Diodore de Sicile. Bibliothèque historique.
Marseille, leur vieille alliée, est menacée par les populations celto ligures qui rendent difficile toute liaison, maritime ou terrestre avec la nouvelle province ibérique. Narbonne [11] est alors la fille aînée de Rome, hors d’Italie, port très actif alors formé par un des bras de l’Aude, alors nommée Atax. Les Romains créent une dérivation des autres bras, vers l’étang de Vendres au moyen d’une digue de pierres partant de l’actuelle Sallèles d’Aude. L’Aude n’ayant plus qu’un seul lit sous les murs de la ville se jetait ainsi dans l’actuel étang de Bages, Sigean et Peyriac, puis la mer, par le grau de Port la Nouvelle. Une ancre de navire de mer – 3.65 m de long – trouvée dans l’étang en 1994, prouve que les étangs restèrent longtemps ouverts sur la mer, et ce n’est qu’au début du XVII° que les marais salants les fermèrent à la mer. Port la Nouvelle sera créée au XVIII° siècle.

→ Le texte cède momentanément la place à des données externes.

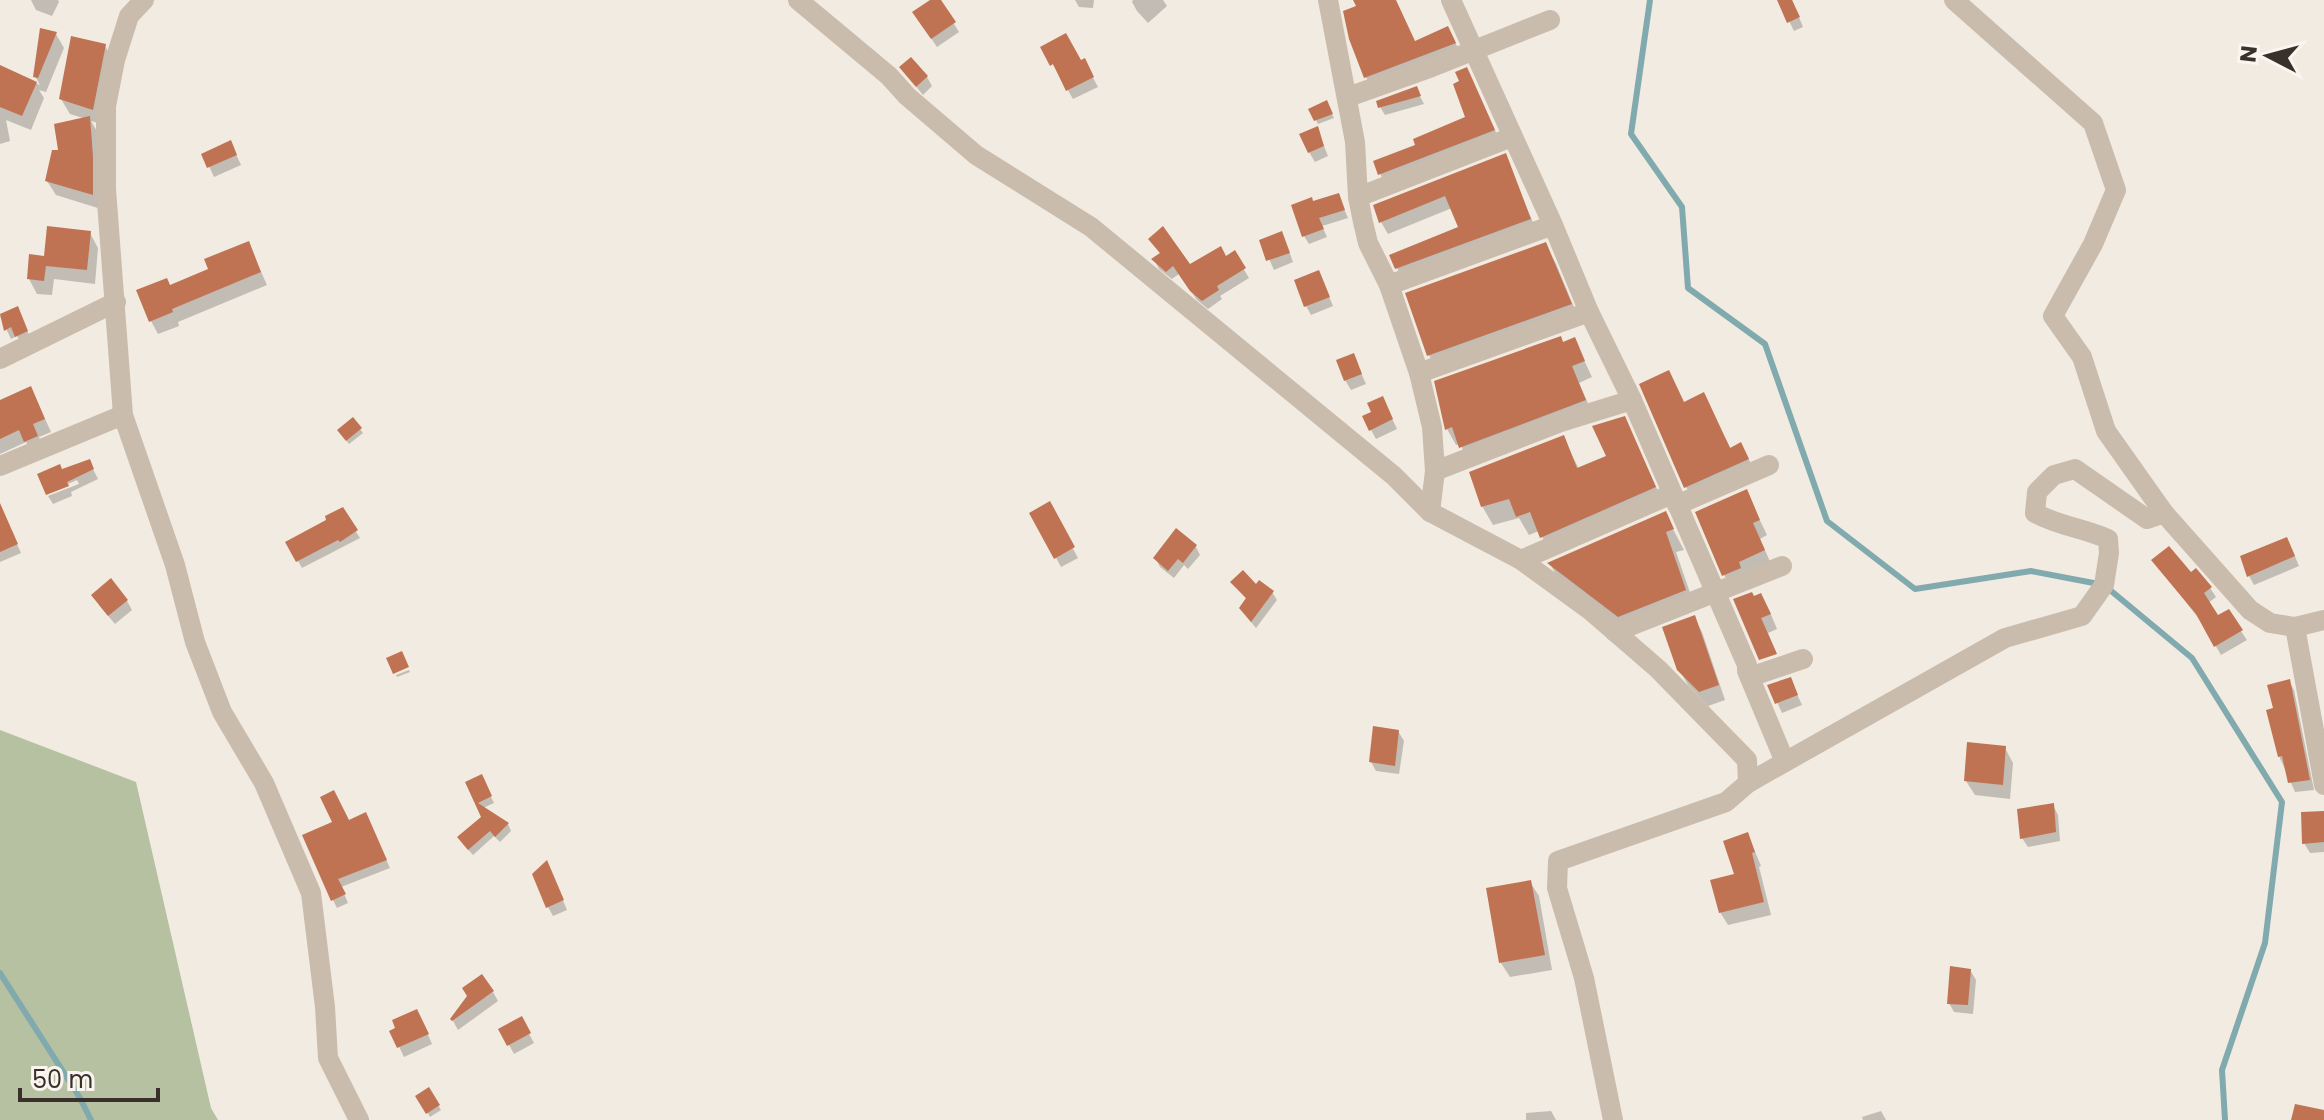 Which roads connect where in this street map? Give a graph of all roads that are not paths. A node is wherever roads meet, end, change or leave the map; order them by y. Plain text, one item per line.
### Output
1 (144, 0) edge
2 (798, 0) edge
3 (1451, 0) edge
4 (1954, 0) edge
5 (1331, 1) edge
6 (1550, 20) dead end
7 (1472, 51) junction
8 (1348, 97) junction
9 (1512, 137) junction
10 (1358, 197) junction
11 (1553, 225) junction
12 (1389, 285) junction
13 (116, 302) junction
14 (1589, 312) junction
15 (0, 359) edge
16 (1419, 373) junction
17 (1632, 400) junction
18 (123, 415) junction
19 (1769, 465) dead end
20 (0, 466) edge
21 (1435, 471) junction
22 (1674, 499) junction
23 (1430, 512) junction
24 (2164, 513) junction
25 (1521, 560) junction
26 (1782, 566) dead end
27 (1714, 591) junction
28 (2324, 620) edge
29 (2295, 627) junction
30 (1615, 632) junction
31 (1803, 659) dead end
32 (1750, 677) junction
33 (1785, 762) junction
34 (1748, 783) junction
35 (2324, 785) edge
36 (359, 1120) edge
37 (1613, 1120) edge

1 - 13 street
2 - 23 street
3 - 7 street
4 - 24 street
5 - 8 street
6 - 7 street
7 - 8 street
7 - 9 street
8 - 10 street
9 - 10 street
9 - 11 street
10 - 12 street
11 - 12 street
11 - 14 street
12 - 16 street
13 - 15 street
13 - 18 street
14 - 16 street
14 - 17 street
16 - 21 street
17 - 21 street
17 - 22 street
18 - 20 street
18 - 36 street
19 - 22 street
21 - 23 street
22 - 25 street
22 - 27 street
23 - 25 street
24 - 29 street
24 - 33 street
25 - 30 street
26 - 27 street
27 - 30 street
27 - 32 street
28 - 29 street
29 - 35 street
30 - 34 street
31 - 32 street
32 - 33 street
33 - 34 street
34 - 37 street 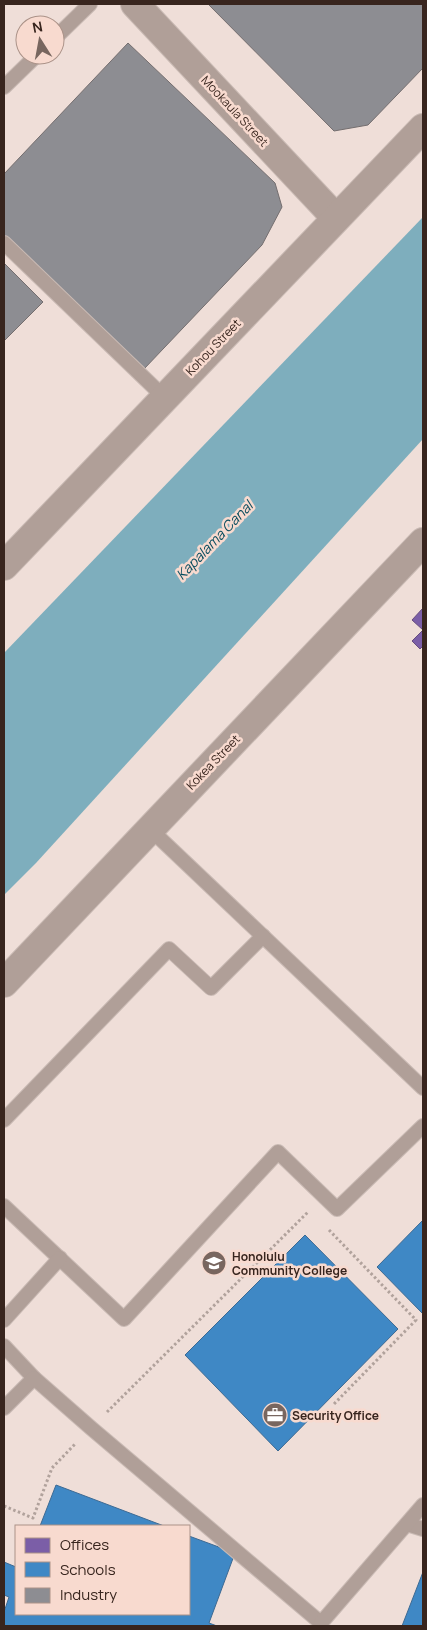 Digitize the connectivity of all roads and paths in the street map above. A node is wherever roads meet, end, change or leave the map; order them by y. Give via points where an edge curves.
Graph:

Salut Narbonne, riche de santé, belle à voir dans ta ville et ta campagne, avec tes murailles, tes citoyens, ton enceinte, tes boutiques, tes portes, tes portiques, ton forum, tes sanctuaires, tes capitoles, tes changes, tes thermes, tes arcs […] Fière au milieu de tes citadelles demi-ruinées, montrant les traces glorieuses de l’ancienne guerre, tu portes des blocs ébranlés par les coups.
Sidoine Appolinaire préfet de Rome, évêque de Clermont, 431-487. Épistulae IV, 3. en 465
Rome vit une époque difficile : d’une part elle a besoin de débouchés pour son vin, mais elle a surtout besoin d’esclaves pour travailler sur les grands domaines agricoles, où la petite paysannerie ruinée, survit difficilement.

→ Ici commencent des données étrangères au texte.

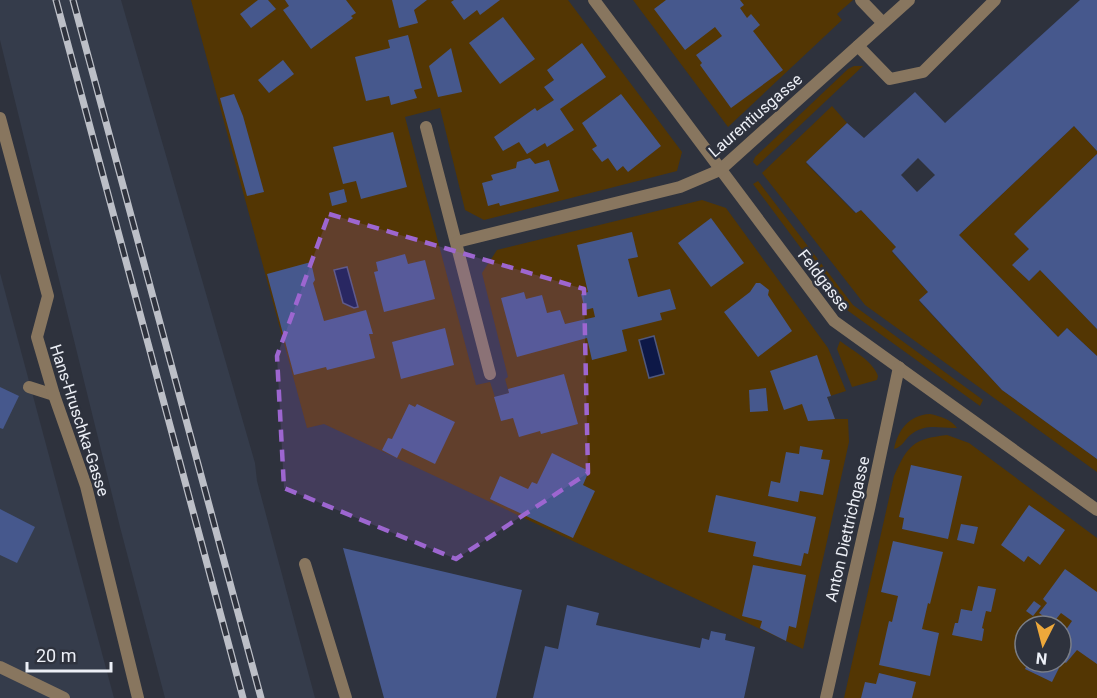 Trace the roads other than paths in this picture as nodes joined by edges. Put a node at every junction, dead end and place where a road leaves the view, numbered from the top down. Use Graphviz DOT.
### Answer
graph roads {
  1 [pos="594,0"];
  2 [pos="861,0"];
  3 [pos="909,0"];
  4 [pos="995,0"];
  5 [pos="883,23"];
  6 [pos="858,46"];
  7 [pos="0,118"];
  8 [pos="426,127"];
  9 [pos="720,170"];
  10 [pos="457,242"];
  11 [pos="898,367"];
  12 [pos="490,374"];
  13 [pos="29,387"];
  14 [pos="54,395"];
  15 [pos="1097,510"];
  16 [pos="305,564"];
  17 [pos="0,667"];
  18 [pos="64,698"];
  19 [pos="138,698"];
  20 [pos="346,698"];
  21 [pos="826,698"];
  1 -- 9 [label="street, Feldgasse"];
  2 -- 5 [label="street"];
  3 -- 5 [label="street, Laurentiusgasse"];
  4 -- 6 [label="street"];
  5 -- 6 [label="street, Laurentiusgasse"];
  6 -- 9 [label="street, Laurentiusgasse"];
  7 -- 14 [label="street, Hans-Hruschka-Gasse"];
  8 -- 10 [label="street"];
  9 -- 10 [label="street, Laurentiusgasse"];
  9 -- 11 [label="street, Feldgasse"];
  10 -- 12 [label="street"];
  11 -- 15 [label="street, Feldgasse"];
  11 -- 21 [label="street, Anton Diettrichgasse"];
  13 -- 14 [label="street"];
  14 -- 19 [label="street, Hans-Hruschka-Gasse"];
  16 -- 20 [label="street"];
  17 -- 18 [label="street"];
}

En ~ 123, Sextius Calvinus établit une garnison au nord de Marseille, Aqua Sextiae, qui deviendra Aix en Provence. Le proconsul de la Narbonnaise Cnaeus Domitius Ahenobarbus – Barberousse – entreprend plusieurs campagnes militaires, toutes brillantes, pour venir à bout de la résistance des populations de la Gaule du sud. En ~ 118, il peut inaugurer, juché sur un magnifique éléphant, la Via Domitia, aménagement de l’ancienne voie hérakléenne, qui relie le Rhône aux Pyrénées, et donc, Rome à l’Espagne, en prenant soin de s’écarter de la côte là où elle est dangereuse, peuplée de Ligures, rudes gaillards qui seront les derniers à être soumis, entre ~ 25 et ~ 13, et infestée de pirates, à la chute des Alpes dans la mer – les actuels Menton et Vintimille – : elle remonte alors vers le nord et passe les Alpes au Mont Genèvre. Un de ses arrières petit fils épousera Agrippine la Jeune et de cette union naîtra Néron.

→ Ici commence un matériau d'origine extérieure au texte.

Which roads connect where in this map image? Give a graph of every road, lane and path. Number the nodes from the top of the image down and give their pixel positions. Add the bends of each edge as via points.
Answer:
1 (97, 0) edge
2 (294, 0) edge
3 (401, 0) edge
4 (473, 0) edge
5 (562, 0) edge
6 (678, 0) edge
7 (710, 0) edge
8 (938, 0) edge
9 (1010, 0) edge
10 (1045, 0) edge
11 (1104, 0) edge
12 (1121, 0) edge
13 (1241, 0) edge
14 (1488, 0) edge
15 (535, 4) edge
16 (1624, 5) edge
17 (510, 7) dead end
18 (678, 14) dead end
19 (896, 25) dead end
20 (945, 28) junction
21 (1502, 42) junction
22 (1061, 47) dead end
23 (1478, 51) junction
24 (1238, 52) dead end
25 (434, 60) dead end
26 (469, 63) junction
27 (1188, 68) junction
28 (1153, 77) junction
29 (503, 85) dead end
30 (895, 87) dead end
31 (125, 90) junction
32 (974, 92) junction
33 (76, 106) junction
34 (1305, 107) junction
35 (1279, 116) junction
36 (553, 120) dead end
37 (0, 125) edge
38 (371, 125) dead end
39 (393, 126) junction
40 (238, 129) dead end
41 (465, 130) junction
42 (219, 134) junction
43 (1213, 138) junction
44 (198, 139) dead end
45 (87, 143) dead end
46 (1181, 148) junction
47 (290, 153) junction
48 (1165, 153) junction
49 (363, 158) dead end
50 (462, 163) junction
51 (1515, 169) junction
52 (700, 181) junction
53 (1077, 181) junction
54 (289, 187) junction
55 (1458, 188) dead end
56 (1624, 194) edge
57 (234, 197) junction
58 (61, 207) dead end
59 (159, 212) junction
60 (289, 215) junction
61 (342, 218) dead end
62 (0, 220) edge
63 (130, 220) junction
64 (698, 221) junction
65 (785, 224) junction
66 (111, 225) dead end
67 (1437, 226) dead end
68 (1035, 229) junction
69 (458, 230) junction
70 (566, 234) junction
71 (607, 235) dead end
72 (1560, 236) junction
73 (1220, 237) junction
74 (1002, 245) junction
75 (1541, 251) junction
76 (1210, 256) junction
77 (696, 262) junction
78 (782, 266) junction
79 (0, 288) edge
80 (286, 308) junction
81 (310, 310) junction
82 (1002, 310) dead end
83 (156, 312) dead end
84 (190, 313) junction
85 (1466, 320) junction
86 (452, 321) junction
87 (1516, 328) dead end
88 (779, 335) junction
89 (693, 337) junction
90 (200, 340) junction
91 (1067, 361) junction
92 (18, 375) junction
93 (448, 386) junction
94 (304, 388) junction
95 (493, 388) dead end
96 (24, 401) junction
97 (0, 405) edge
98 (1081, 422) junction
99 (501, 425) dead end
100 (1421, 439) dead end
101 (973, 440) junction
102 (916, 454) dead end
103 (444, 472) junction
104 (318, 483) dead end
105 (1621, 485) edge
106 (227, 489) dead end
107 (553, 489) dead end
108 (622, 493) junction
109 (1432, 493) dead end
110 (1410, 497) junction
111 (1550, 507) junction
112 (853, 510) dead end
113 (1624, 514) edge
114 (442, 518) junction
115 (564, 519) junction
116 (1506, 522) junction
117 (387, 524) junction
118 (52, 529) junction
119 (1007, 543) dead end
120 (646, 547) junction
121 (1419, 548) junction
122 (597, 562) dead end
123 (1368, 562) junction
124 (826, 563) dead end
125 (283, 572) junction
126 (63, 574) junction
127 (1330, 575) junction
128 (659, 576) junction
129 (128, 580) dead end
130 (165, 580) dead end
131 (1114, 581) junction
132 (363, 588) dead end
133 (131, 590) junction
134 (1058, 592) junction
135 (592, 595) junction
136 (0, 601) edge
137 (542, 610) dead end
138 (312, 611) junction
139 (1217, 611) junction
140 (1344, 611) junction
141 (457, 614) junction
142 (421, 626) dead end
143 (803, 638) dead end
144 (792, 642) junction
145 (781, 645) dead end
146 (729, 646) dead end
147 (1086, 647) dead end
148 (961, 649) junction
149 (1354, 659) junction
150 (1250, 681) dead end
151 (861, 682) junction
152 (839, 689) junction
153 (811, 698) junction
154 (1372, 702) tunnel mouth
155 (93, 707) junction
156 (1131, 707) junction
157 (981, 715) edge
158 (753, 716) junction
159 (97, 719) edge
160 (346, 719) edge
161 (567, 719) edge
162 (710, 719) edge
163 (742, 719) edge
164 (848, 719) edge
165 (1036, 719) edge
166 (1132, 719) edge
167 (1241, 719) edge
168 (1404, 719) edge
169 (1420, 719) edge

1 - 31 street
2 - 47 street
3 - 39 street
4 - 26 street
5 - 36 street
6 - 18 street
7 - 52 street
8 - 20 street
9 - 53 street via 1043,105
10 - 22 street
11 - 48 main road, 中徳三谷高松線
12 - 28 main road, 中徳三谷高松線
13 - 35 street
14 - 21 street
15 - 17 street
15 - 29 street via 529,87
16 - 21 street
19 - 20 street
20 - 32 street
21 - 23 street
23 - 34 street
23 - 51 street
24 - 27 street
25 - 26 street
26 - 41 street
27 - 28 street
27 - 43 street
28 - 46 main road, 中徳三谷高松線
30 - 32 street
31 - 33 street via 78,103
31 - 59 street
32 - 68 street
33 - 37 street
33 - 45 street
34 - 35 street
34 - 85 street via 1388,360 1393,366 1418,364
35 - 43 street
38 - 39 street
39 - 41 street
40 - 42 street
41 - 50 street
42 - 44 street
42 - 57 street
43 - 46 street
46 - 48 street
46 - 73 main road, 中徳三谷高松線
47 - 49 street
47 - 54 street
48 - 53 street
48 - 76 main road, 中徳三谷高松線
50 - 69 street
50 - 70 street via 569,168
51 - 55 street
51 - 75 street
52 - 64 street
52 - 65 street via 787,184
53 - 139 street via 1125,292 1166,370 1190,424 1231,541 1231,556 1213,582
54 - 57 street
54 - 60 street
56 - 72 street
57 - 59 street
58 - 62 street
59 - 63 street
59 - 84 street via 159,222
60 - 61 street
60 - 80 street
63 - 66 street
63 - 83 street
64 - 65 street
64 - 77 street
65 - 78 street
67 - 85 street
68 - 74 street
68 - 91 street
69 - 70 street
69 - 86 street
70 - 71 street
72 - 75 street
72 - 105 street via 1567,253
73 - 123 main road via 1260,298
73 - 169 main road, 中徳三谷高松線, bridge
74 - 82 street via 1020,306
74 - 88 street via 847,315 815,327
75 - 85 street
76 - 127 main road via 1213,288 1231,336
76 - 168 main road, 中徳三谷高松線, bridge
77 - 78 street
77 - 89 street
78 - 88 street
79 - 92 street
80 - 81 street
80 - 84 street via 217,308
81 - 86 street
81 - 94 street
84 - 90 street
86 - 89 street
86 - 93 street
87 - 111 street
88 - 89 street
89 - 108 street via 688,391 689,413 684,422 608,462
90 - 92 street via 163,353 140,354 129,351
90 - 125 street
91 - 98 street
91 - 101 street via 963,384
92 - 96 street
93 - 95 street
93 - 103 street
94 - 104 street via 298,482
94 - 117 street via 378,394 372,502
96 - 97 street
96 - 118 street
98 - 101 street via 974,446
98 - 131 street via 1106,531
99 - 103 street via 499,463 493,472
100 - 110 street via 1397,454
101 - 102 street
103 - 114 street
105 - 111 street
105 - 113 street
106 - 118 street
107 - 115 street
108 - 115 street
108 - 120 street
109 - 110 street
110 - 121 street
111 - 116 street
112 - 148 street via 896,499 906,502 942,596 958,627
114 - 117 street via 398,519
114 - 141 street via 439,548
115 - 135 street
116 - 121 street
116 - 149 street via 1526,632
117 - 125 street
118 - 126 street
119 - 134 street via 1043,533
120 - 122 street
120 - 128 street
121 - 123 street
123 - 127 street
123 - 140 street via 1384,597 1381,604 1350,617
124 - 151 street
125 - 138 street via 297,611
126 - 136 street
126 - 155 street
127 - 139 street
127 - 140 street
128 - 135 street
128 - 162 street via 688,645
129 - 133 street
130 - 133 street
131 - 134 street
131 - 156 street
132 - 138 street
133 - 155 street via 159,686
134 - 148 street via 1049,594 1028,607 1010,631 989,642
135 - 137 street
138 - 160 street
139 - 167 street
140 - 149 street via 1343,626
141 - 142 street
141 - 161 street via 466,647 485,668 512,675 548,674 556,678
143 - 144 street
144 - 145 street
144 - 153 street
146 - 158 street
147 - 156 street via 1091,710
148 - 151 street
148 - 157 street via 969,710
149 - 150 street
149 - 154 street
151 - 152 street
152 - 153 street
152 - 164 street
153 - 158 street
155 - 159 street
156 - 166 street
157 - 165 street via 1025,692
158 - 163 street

http://www.lattara.culture.fr/
Cette route est excellente en été, mais en hiver et au printemps, c’est un bourbier inondé par les débordements des cours d’eau, qu’on franchit soit par des bacs, soit par des ponts de bois ou de pierre.
Strabon Géographie IV, 1,12. 64 av J.C. – 21 ap J.C.
On donne le nom de Narbonnaise à la partie de la Gaule qui est baignée par la Méditerranée ; elle se nommait jadis Braccata – porteuse de braies -, elle a pour limite du coté de l’Italie, le Var et les Alpes, montagne dont la barrière a été si utile à l’empire romain ; du coté du reste de la Gaule, au nord, les Cévennes et le Jura. Par sa culture florissante, par les mœurs et le mérite de ses habitants, par son opulence, elle ne le cède à aucun des pays soumis à l’Empire ; en un mot, c’est plutôt l’Italie qu’une province.
Pline l’Ancien 24 av JC – 79 ap J.C. Histoire Naturelle III, 5.
Avec sa topographie si tourmentée, ses paysages clairs pareils à ceux de la Grèce, sa végétation spéciale, la Clape [entre Narbonne et la mer] n’est semblable à rien. En vain l’on chercherait ailleurs la pureté de ses profils, les fortes senteurs de sa flore odorante, ses teintes insaisissables, changeantes à toutes les heures du jour… Nulle autre garrigue ne lui est comparable.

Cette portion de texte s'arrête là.